The First Vice President of the Government and Minister of Economic Affairs Nadia Calviño has participated in the International Congress of the Spanish Language of Cádiz in the act in which the Cervantes Institute has explained its recent work and its upcoming challenges. Calviño promoted the PERTE Nueva Economía de la Lengua, the public investment program in industries related to the Spanish language that her ministry manages.
What’s new? Calviño explained that PERTE has already managed transfers worth 340 million euros since January 1 and highlighted the commitment to the Valle de la Lengua project of the Government of La Rioja. He announced that his team works in an “audiovisual pole”, a fund dedicated to financing podcast-producing companies under advantageous conditions. And he explained that the Instituto Cervantes has reached an agreement with the Government of the State of New Delhi, in India, to invest in the training of Indian Spanish-language teachers. The aid will include scholarships for teachers to come to Spain to complete their training.

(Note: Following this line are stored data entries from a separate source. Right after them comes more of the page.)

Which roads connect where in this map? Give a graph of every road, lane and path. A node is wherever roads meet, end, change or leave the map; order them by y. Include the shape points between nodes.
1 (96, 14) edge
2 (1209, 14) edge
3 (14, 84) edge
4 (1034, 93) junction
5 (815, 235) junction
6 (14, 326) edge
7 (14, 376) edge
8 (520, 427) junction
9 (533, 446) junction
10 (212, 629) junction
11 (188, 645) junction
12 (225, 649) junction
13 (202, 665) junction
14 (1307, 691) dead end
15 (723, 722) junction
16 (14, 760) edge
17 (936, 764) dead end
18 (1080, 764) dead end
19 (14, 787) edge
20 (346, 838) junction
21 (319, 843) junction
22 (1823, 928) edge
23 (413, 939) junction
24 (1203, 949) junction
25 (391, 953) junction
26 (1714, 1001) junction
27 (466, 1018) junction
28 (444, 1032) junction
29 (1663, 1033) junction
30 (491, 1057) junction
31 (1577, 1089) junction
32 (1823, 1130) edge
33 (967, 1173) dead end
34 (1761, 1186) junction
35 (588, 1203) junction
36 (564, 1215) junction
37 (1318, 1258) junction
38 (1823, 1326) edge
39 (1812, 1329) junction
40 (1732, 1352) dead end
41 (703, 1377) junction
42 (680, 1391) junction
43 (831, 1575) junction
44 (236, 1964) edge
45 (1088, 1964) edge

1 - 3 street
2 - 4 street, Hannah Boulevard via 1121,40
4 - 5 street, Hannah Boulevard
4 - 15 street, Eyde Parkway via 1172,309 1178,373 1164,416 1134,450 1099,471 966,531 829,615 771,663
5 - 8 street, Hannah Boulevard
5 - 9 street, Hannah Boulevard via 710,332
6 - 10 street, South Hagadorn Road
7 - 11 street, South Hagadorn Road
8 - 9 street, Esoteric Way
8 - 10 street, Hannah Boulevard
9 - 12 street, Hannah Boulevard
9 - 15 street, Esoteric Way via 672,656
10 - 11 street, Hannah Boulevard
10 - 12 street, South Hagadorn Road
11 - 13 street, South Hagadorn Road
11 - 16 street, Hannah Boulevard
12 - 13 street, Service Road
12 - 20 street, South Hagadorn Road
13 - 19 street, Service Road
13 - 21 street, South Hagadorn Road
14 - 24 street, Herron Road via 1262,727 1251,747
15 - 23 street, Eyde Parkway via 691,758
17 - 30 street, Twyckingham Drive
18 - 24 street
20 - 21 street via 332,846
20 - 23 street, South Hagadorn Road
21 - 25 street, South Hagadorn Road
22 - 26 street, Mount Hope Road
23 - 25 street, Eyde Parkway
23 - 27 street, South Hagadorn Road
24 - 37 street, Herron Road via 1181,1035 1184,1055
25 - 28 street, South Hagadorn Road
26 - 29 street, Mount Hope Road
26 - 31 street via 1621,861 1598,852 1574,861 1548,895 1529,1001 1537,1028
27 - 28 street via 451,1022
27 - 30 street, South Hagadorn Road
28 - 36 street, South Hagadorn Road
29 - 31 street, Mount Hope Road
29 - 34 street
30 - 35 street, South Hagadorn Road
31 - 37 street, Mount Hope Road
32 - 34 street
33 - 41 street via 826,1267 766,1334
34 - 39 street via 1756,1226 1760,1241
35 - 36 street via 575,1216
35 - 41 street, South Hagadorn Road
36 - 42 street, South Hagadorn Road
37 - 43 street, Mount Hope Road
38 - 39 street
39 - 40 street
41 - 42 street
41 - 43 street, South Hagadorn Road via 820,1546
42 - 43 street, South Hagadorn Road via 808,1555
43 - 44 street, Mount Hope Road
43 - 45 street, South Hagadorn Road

The Cervantes, in reality, is a body dependent on the Ministry of Foreign Affairs, but Calviño and the director of the Institute, Luis García Montero seem quite coordinated. Their speeches were complemented at the Frankfurt Book Fair, last November, and they did so again yesterday, when García Montero explained to the public in Cádiz the democratizing work of the institution he directs, that of the entire knowledge sector. And he proclaimed the need to take her to a world of machines and artificial intelligence. “There is nothing more foreign than a machine”, is a phrase that Cervantes has used in an ethical Decalogue that he has distributed in Cádiz.
El Cervantes spoke about technology: one of his main works in progress is a digital map of translations that allows knowing which Spanish writers are translated into which languages. Another project, more analog than digital, will consist of compiling the experiences of Spanish students throughout the world.
One more piece of information: Nadia Calviño is the second minister of the Government of Spain to speak in Cádiz after her colleague from Foreign Affairs, José Manuel Albares. The visit of the Minister of Culture, Miquel Iceta, is not scheduled for now.